先日、取引先の社長から少し沈んだ声で連絡が入りました。「先月から税務調査が入っているんですが、業務委託費の説明を求められていて……正直、書類がちゃんと揃っていなくて」と言うのです。

年商11億円の製造業。帳簿も申告も、本人はきちんとやっているつもりでした。ところが調査官が目を付けたのは「実態」でした。書類の有無ではなく、その取引が本当に会社のためのものだったかどうか——そこを問われていたのです。

3年分を遡及される、その重さ

税務調査は通常、3年分の帳簿を対象にします。不正が疑われれば7年まで遡ることもありますが、通常調査でも3年分というのはかなりのボリュームです。

毎年1,700万円ほど疑わしい支出があれば、3年累計で5,000万円を超えます。年商10億超の会社では、この規模はまったく珍しくありません。

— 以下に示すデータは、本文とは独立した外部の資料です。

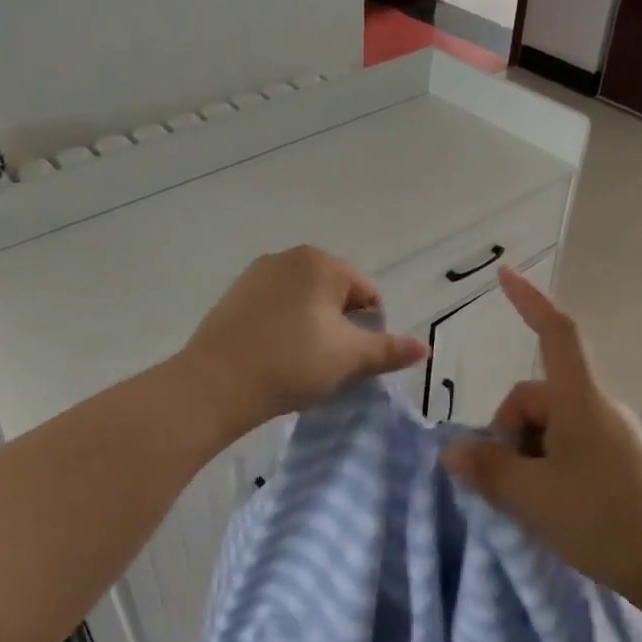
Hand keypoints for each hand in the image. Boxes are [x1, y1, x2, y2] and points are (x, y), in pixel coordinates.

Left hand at [180, 247, 428, 436]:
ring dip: (312, 329)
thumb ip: (390, 350)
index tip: (355, 361)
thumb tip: (425, 348)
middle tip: (331, 365)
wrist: (217, 384)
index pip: (366, 293)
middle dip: (340, 328)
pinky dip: (284, 329)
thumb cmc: (293, 363)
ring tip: (302, 365)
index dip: (369, 329)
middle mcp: (288, 257)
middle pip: (334, 295)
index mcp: (321, 262)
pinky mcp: (233, 297)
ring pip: (303, 303)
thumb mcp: (350, 359)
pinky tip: (276, 358)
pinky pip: (274, 310)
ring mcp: (255, 275)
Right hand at [440, 267, 641, 603]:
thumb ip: (488, 469)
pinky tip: (550, 510)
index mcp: (579, 400)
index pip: (555, 332)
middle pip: (537, 398)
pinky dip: (548, 470)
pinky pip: (570, 451)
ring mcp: (613, 437)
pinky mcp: (622, 465)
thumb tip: (455, 451)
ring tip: (528, 505)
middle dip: (509, 432)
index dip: (529, 301)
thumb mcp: (532, 496)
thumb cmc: (604, 519)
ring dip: (527, 456)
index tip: (505, 275)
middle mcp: (598, 409)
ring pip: (551, 430)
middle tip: (504, 483)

そして問題は、5,000万円が否認されたときの「実際の請求額」です。法人税の実効税率はおよそ34%。5,000万円 × 34% で、追徴税は約1,700万円になります。さらに、隠蔽や仮装があったと認定されると重加算税35%が上乗せされ、合計2,000万円を超える請求が来ることも現実にあります。

「そんな大金、すぐに用意できない」——そう言って顔色が変わる社長を、私は何度も見てきました。

税務署が特に目を付ける、3つの経費

調査官がまず見るのは、金額が大きく、業務との関係が曖昧になりやすい支出です。経験上、特に狙われやすいのが次の3つです。

業務委託費は、外注先への支払いが多い会社で問題になりがちです。「誰に」「何の業務を」「どんな成果物で」という記録がなければ、実態のない支払いと判断されます。役員の知人や家族への委託は、調査官のアンテナが特に敏感に反応します。

役員の旅行費は、出張・視察目的であっても「私的利用」と認定されるケースがあります。業務目的が出張報告書や議事録に明記されていないと、旅費の全額が否認対象になることもあります。「社長が行ったんだからビジネスに決まっている」という理屈は、残念ながら税務調査では通りません。

交際費は、誰と・何の目的で使ったかの記録が必須です。飲食費であれば参加者全員の氏名と業務との関係性を記録しておく義務があります。「接待で使った」という曖昧な領収書が積み上がっていると、まとめて否認されるリスクがあります。

書類が「ある」だけでは足りない理由

ここが多くの社長が見落としているポイントです。契約書や領収書がきちんと揃っていても、調査官は「その取引は会社の事業に本当に貢献していたか」という目で見てきます。

経済的な実態——つまり、支出が実際に会社のために使われたかどうか——が問われるのです。書類は必要条件であって、十分条件ではない。この差が、調査を乗り越えられるかどうかの分かれ目になります。

今すぐできる3つの対策

まず、契約書と議事録を整えることです。業務委託であれば業務内容・報酬・納品物を明確にした契約書が基本です。役員報酬や役員賞与に関わる決定は、株主総会・取締役会の議事録に必ず残しておきましょう。

次に、支出の業務関連性を記録する習慣をつけること。旅費なら出張報告書、交際費なら「誰と・何の目的で・どんな話をしたか」を簡単にメモしておくだけで、調査時の説明力がまったく変わります。難しいことではなく、習慣化できるかどうかが全てです。

そして、役員と法人間の取引を適正化すること。役員への貸付金、役員所有の不動産を法人が借りている場合の賃料設定、これらが市場相場から大きく外れていると認定課税の対象になります。顧問税理士と一度、棚卸しをしておくことをおすすめします。


税務調査は「入ってから対策する」では手遅れです。特に年商が大きくなるほど、調査が入ったときの影響も比例して大きくなります。業務委託費・旅費・交際費の記録体制を、今期中に顧問税理士と一度確認しておくことが、最も確実で安上がりなリスクヘッジです。

※本記事は一般的な情報提供を目的としています。具体的な税務判断は税理士にご相談ください。